### THE TASK
The lines to copy are those holding the string "wrist" in the entries below.

Collected data
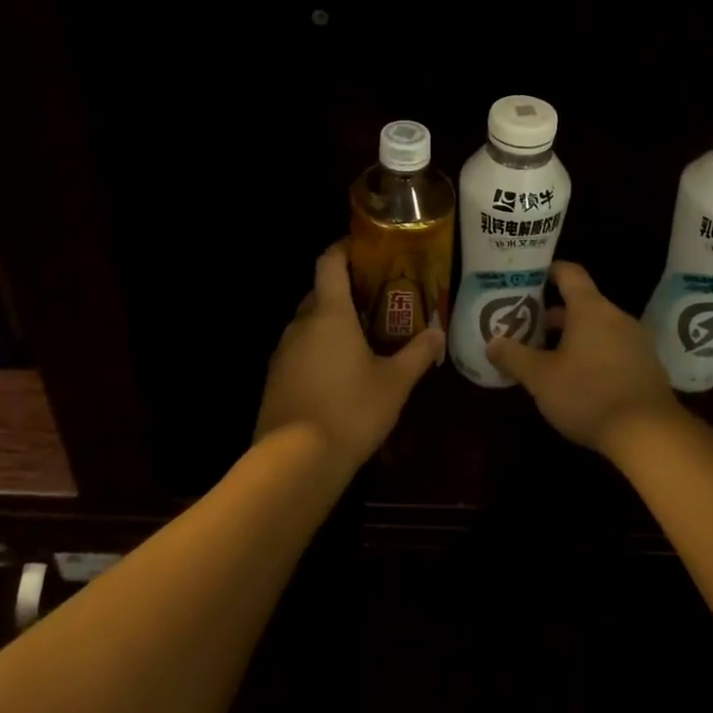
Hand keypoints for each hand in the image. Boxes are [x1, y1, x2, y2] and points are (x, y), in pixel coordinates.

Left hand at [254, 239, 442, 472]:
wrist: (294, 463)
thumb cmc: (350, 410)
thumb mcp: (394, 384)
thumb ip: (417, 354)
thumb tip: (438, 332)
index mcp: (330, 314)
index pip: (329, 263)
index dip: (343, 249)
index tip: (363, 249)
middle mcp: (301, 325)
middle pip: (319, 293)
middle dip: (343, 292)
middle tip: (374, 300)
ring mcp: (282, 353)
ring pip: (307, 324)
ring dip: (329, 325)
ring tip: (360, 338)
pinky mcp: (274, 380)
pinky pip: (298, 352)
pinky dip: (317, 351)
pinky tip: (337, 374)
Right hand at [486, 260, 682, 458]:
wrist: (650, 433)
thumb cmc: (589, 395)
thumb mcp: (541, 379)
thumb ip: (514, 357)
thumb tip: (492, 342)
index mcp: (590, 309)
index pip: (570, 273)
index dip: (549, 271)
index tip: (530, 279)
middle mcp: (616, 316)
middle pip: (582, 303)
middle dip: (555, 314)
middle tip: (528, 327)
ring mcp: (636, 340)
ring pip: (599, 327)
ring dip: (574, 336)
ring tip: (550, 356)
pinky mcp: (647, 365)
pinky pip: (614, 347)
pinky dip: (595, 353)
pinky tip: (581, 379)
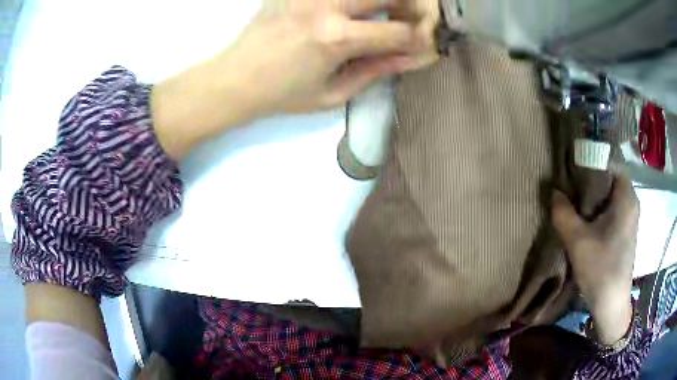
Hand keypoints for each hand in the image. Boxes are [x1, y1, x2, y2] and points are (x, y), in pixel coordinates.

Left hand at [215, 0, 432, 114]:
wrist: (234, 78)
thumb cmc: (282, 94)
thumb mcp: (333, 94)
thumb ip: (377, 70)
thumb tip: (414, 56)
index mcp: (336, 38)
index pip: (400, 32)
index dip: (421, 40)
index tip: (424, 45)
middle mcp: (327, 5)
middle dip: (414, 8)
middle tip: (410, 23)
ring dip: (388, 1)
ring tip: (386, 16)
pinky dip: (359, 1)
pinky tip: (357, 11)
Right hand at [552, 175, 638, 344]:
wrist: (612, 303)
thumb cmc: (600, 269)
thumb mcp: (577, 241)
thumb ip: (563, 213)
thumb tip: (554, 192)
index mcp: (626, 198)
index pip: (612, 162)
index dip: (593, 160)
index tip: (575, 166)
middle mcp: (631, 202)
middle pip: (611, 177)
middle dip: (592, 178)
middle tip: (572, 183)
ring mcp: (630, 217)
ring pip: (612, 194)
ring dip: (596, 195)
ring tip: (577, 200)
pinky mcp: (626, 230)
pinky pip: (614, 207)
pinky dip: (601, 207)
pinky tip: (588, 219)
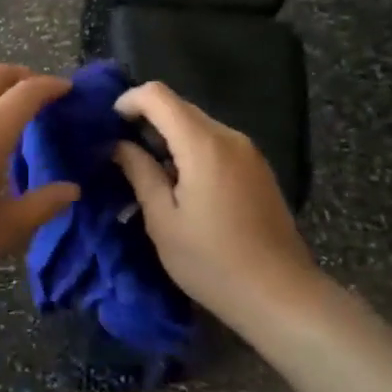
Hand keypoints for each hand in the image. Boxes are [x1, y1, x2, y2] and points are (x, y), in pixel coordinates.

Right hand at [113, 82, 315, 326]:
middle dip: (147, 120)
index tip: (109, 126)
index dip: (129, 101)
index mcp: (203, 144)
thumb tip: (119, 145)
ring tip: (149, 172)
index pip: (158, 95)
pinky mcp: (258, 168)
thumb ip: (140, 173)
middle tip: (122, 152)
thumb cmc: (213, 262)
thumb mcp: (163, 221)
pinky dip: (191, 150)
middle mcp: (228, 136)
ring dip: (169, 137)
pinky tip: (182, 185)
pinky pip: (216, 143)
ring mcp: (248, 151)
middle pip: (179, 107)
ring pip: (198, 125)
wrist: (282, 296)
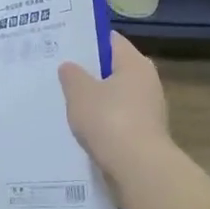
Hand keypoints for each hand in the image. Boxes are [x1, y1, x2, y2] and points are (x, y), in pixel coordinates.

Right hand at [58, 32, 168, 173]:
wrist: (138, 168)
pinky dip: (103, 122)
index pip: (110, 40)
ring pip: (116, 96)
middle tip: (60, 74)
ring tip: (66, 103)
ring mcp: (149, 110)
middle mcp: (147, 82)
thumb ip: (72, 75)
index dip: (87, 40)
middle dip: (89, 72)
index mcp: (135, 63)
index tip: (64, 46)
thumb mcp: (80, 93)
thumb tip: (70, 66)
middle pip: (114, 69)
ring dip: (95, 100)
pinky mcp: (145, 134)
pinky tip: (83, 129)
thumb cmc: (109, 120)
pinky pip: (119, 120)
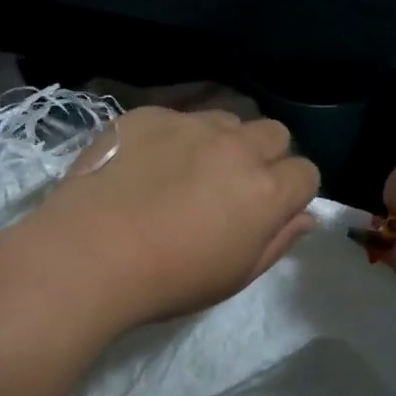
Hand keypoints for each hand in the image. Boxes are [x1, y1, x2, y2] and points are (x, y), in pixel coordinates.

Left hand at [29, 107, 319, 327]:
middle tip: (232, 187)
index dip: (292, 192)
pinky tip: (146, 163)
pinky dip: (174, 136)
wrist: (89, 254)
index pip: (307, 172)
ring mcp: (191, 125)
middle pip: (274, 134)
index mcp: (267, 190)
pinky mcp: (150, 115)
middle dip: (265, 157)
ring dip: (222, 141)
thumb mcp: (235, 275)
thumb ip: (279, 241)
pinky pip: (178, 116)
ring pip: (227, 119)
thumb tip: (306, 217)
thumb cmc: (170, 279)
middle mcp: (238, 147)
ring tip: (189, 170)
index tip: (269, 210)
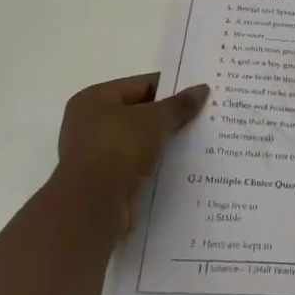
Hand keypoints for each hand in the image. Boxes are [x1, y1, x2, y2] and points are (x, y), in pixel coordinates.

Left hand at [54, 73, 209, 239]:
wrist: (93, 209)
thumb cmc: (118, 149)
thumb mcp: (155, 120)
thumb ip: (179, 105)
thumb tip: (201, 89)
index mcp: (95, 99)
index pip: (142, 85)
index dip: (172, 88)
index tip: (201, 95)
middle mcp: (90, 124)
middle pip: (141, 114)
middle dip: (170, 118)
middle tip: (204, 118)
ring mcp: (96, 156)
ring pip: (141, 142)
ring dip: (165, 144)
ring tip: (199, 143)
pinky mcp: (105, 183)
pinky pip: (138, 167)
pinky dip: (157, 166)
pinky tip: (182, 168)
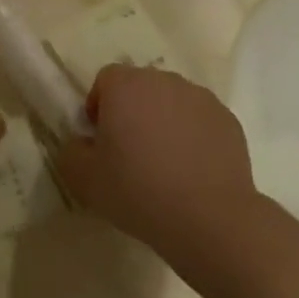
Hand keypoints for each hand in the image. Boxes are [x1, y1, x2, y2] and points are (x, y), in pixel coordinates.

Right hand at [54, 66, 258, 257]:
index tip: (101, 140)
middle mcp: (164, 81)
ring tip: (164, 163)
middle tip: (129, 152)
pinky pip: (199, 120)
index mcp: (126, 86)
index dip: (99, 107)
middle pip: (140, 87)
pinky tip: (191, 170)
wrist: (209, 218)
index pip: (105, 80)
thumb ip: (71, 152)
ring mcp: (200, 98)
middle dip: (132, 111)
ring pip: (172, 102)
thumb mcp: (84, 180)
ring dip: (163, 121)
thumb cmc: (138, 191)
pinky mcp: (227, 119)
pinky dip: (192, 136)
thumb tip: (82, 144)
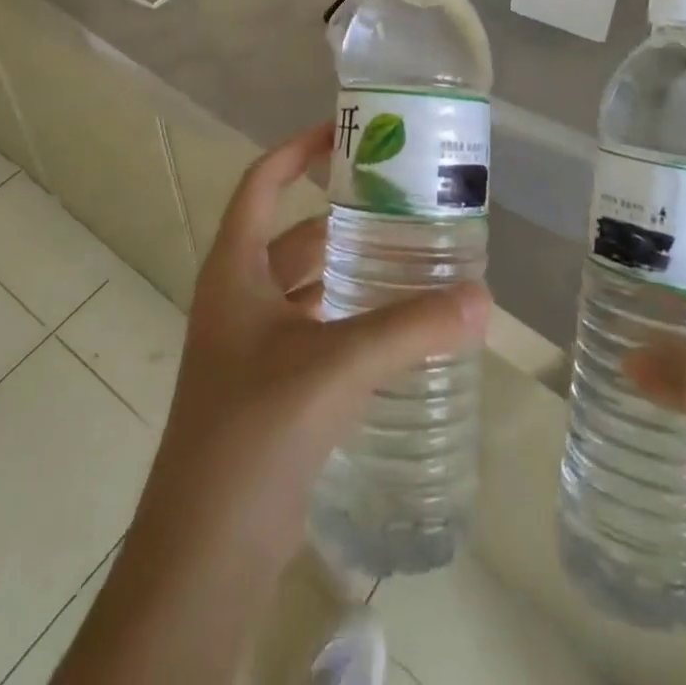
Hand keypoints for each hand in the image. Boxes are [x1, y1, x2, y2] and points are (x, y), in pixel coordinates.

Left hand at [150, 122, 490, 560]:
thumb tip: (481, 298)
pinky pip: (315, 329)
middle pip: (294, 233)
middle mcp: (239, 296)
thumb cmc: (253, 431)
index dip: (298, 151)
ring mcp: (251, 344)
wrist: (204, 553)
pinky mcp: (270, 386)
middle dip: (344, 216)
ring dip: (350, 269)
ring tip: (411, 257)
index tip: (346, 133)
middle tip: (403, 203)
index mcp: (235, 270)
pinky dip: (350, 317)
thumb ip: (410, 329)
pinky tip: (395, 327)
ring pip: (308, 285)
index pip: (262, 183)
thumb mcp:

### RESPONSE BELOW
wrist: (294, 463)
wrist: (650, 433)
wrist: (234, 78)
wrist: (612, 303)
wrist: (282, 296)
wrist: (138, 168)
wrist: (89, 254)
wrist: (93, 209)
wrist: (209, 218)
wrist: (204, 553)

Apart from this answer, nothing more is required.